Top of Available data
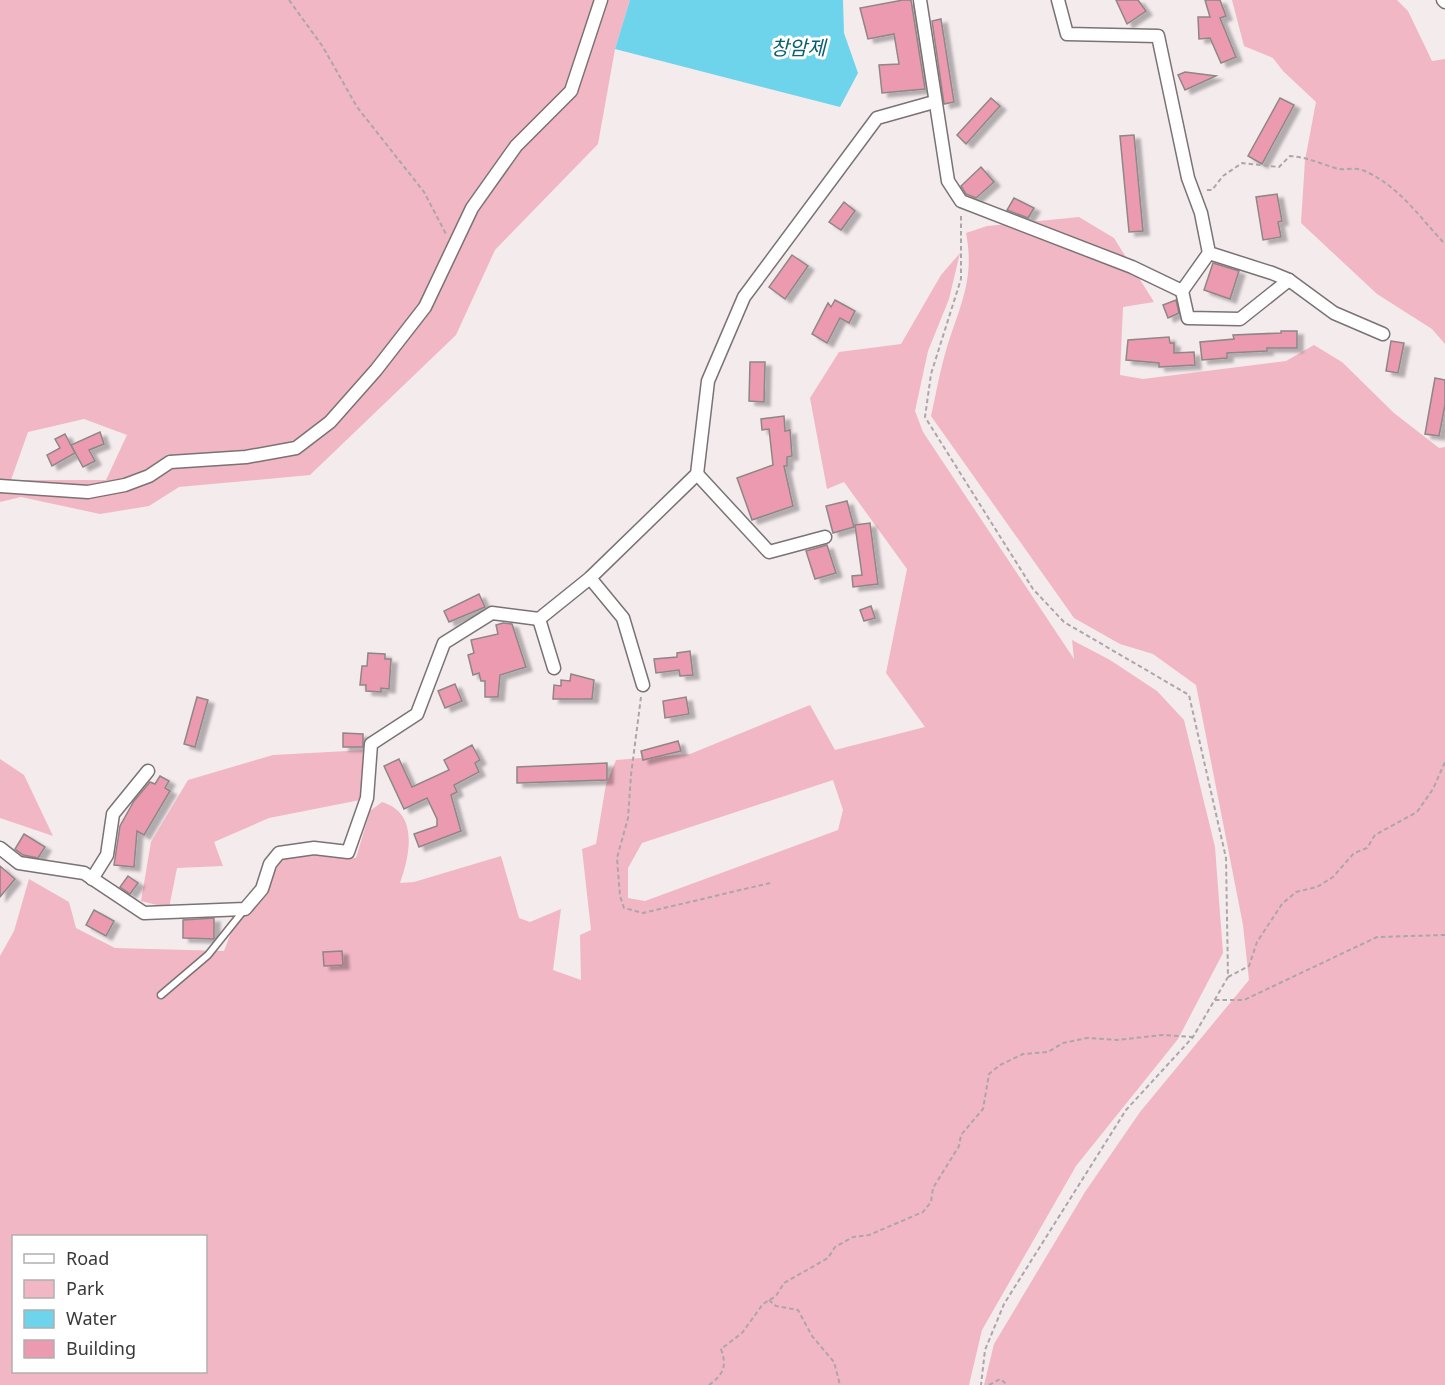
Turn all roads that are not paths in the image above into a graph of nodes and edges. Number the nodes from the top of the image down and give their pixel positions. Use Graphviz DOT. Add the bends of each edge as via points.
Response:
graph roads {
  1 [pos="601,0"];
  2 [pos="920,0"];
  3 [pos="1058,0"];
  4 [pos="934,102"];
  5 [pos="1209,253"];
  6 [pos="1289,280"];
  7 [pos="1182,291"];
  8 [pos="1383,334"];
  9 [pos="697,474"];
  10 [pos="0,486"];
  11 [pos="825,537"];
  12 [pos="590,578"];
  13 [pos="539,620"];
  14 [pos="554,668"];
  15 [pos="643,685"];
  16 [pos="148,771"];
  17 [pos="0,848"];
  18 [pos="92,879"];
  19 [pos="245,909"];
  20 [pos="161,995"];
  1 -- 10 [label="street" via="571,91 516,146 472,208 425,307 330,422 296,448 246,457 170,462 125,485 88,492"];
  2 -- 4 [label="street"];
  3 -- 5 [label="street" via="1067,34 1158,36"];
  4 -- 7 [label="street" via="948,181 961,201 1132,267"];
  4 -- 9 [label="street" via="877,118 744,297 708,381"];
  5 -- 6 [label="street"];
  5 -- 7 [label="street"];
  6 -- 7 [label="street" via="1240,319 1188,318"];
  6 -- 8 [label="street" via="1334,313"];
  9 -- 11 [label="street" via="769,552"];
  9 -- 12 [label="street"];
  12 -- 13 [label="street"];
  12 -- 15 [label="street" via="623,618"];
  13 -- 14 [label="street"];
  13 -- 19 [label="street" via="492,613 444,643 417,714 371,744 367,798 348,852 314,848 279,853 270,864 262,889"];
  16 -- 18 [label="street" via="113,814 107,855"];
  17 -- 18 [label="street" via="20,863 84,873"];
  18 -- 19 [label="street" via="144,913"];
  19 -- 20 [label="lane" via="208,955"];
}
Bottom of Available data
To do – Would you restate the listing word for word and leave every picture out?

Exercise result –
Turn all roads that are not paths in the image above into a graph of nodes and edges. Number the nodes from the top of the image down and give their pixel positions. Use Graphviz DOT. Add the bends of each edge as via points.
Response:
graph roads {
  1 [pos="601,0"];
  2 [pos="920,0"];
  3 [pos="1058,0"];
  4 [pos="934,102"];
  5 [pos="1209,253"];
  6 [pos="1289,280"];
  7 [pos="1182,291"];
  8 [pos="1383,334"];
  9 [pos="697,474"];
  10 [pos="0,486"];
  11 [pos="825,537"];
  12 [pos="590,578"];
  13 [pos="539,620"];
  14 [pos="554,668"];
  15 [pos="643,685"];
  16 [pos="148,771"];
  17 [pos="0,848"];
  18 [pos="92,879"];
  19 [pos="245,909"];
  20 [pos="161,995"];
  1 -- 10 [label="street" via="571,91 516,146 472,208 425,307 330,422 296,448 246,457 170,462 125,485 88,492"];
  2 -- 4 [label="street"];
  3 -- 5 [label="street" via="1067,34 1158,36"];
  4 -- 7 [label="street" via="948,181 961,201 1132,267"];
  4 -- 9 [label="street" via="877,118 744,297 708,381"];
  5 -- 6 [label="street"];
  5 -- 7 [label="street"];
  6 -- 7 [label="street" via="1240,319 1188,318"];
  6 -- 8 [label="street" via="1334,313"];
  9 -- 11 [label="street" via="769,552"];
  9 -- 12 [label="street"];
  12 -- 13 [label="street"];
  12 -- 15 [label="street" via="623,618"];
  13 -- 14 [label="street"];
  13 -- 19 [label="street" via="492,613 444,643 417,714 371,744 367,798 348,852 314,848 279,853 270,864 262,889"];
  16 -- 18 [label="street" via="113,814 107,855"];
  17 -- 18 [label="street" via="20,863 84,873"];
  18 -- 19 [label="street" via="144,913"];
  19 -- 20 [label="lane" via="208,955"];
}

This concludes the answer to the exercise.